Few studies have considered metrics for vertical connectivity of shrubland fuels, which are considered to be an important determinant of crown fires and, therefore, result in rapid increases in the rate of fire spread and intensity. The results of expert workshops suggest that horizontal and vertical connectivity are considered to play a critical role in fire spread thresholds for shrublands, particularly in prescribed burn conditions. While these results are somewhat subjective due to the small number of participants and subjective nature of the assessment of fuel drivers of fire spread, we believe they warrant further investigation. Based on the finding of the literature review and workshop, we recommend that vertical connectivity or the measurement of gaps between fuel strata be included alongside height and cover metrics in future shrubland fire research.

Author Contributions

Conceptualization and methodology S.T., K.R., S.J. and J.H.; literature review, workshop, writing—original draft preparation, S.T.; writing—review and editing, S.T., K.R., S.J. and J.H.; visualization, S.T. and J.H.; supervision, K.R., S.J. and J.H.; funding acquisition, S.T. and K.R. All authors have read and agreed to the published version of the manuscript.

Funding

This research was funded by Natural Hazards Research Australia through provision of a scholarship.
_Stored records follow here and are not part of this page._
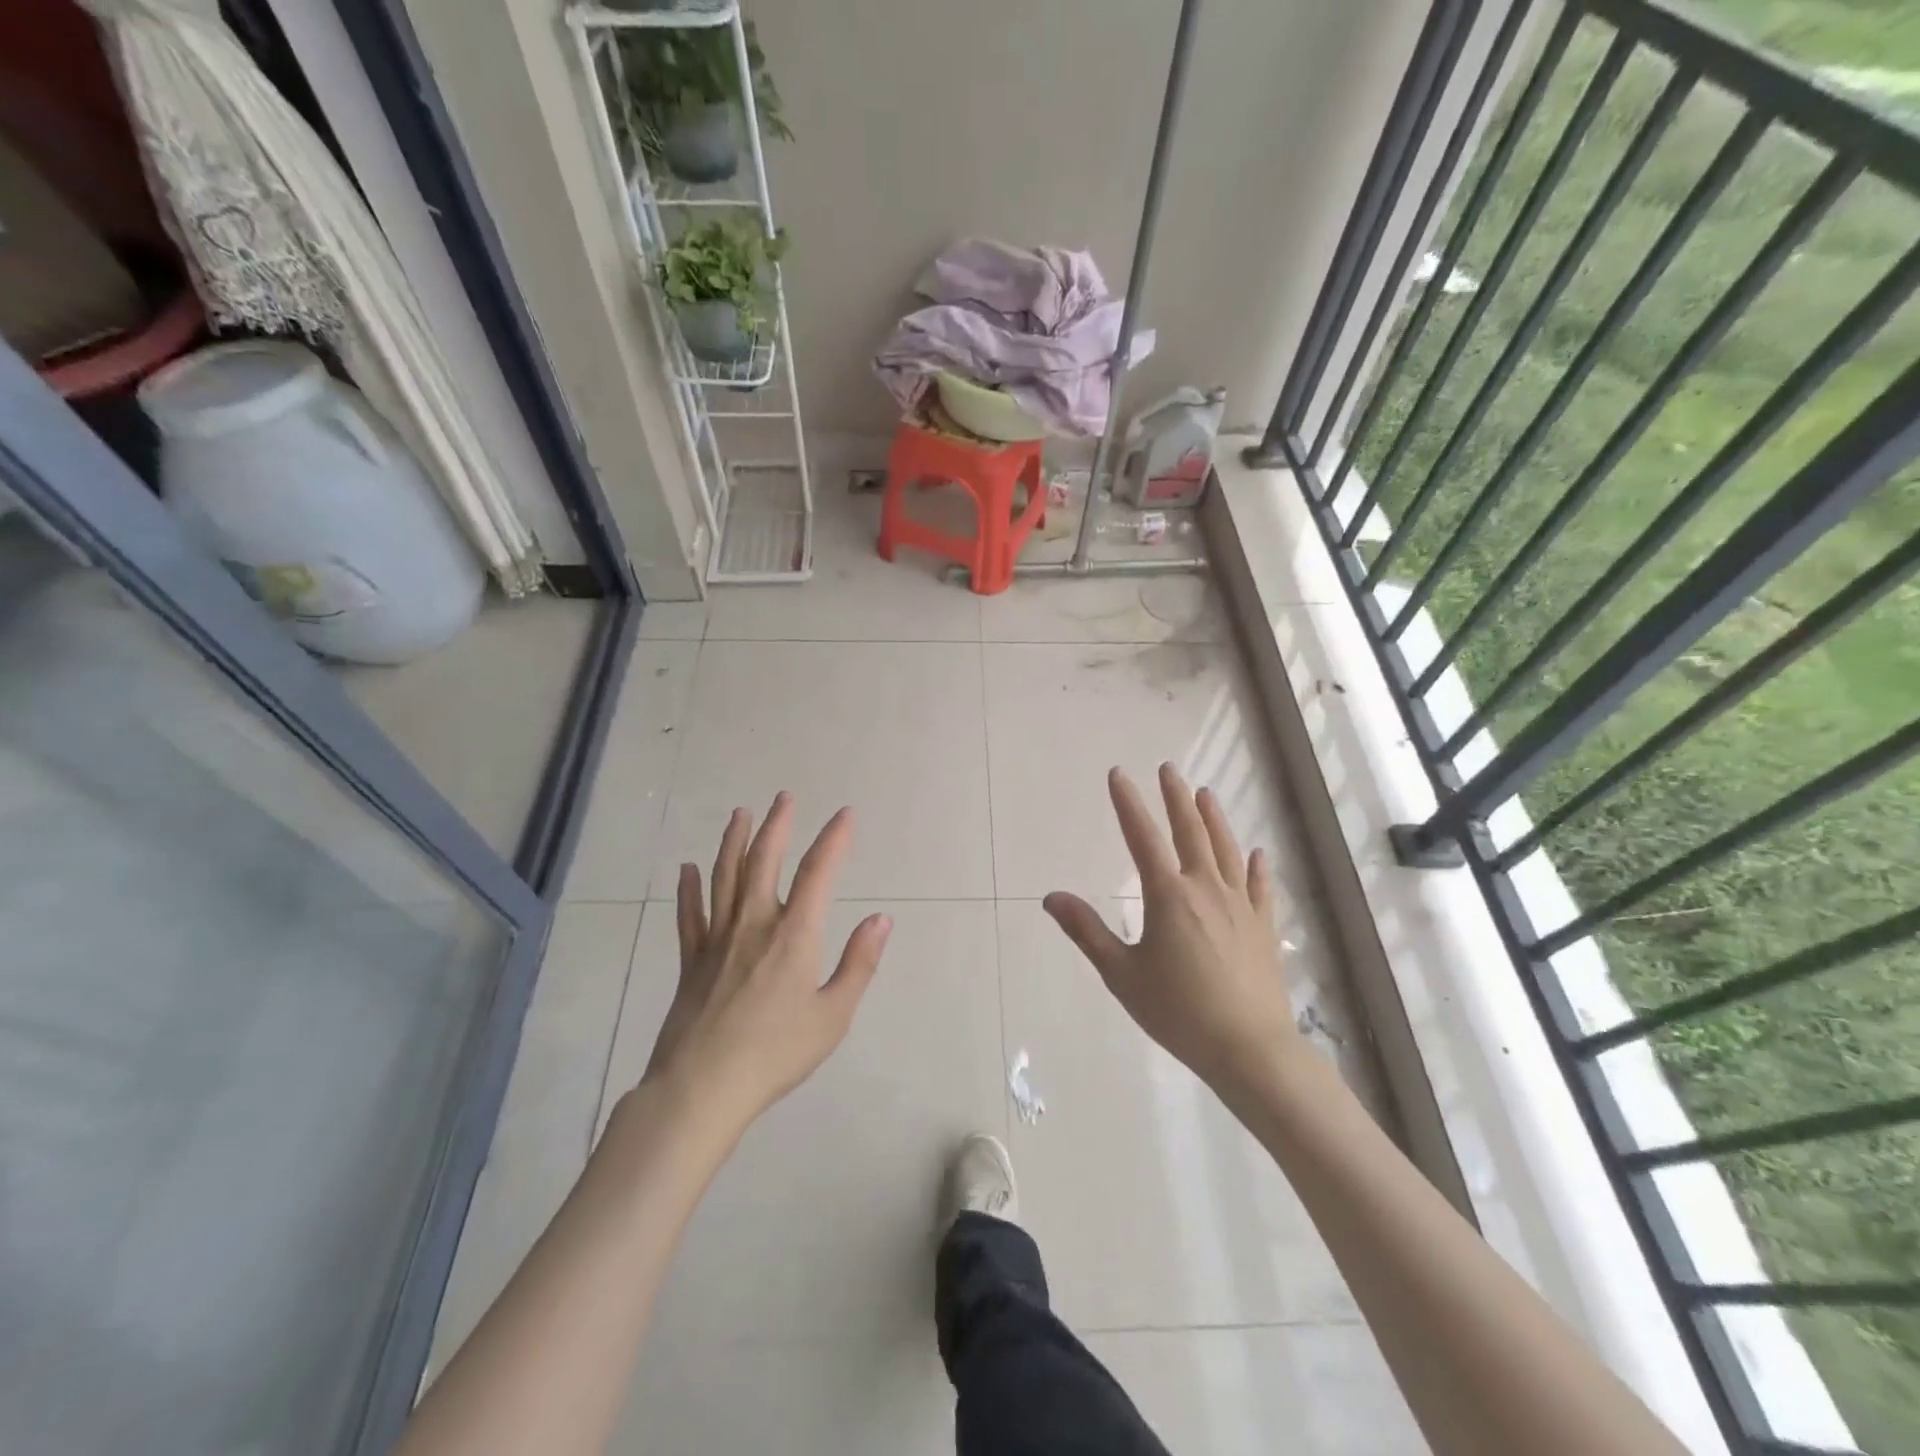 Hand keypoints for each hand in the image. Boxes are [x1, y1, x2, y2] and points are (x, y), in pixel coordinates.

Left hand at [641, 792, 891, 1132]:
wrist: (703, 1088)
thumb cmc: (776, 1053)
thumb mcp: (833, 1015)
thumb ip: (859, 963)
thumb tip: (881, 919)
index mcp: (794, 935)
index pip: (818, 873)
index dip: (834, 839)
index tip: (846, 814)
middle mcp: (754, 924)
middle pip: (764, 861)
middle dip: (778, 825)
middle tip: (784, 796)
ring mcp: (717, 940)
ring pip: (724, 877)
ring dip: (734, 841)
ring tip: (740, 814)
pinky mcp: (691, 961)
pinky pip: (689, 915)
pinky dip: (688, 889)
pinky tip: (686, 869)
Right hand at [1043, 765, 1302, 1094]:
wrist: (1249, 1048)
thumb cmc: (1178, 1012)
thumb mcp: (1121, 974)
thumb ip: (1087, 931)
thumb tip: (1051, 897)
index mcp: (1168, 896)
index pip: (1142, 837)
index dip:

Informed Consent Statement

Informed consent was obtained from all workshop participants involved in the study.

Data Availability Statement

Data are contained within the article.

Acknowledgments

We would like to acknowledge Natural Hazards Research Australia for providing scholarship funding. The authors sincerely thank the participants who contributed their time and expertise to the workshops—Mike Wouters, Anthony Sandeman, Aaron Macumber, Ian Tanner, Joe Tilley, Lachie McCaw, Miguel Cruz, and Paulo Fernandes. Additional thanks to Mike Wouters for reviewing the draft manuscript, and the reviewers who provided feedback on the manuscript.

Conflicts of Interest

The authors declare no conflicts of interest.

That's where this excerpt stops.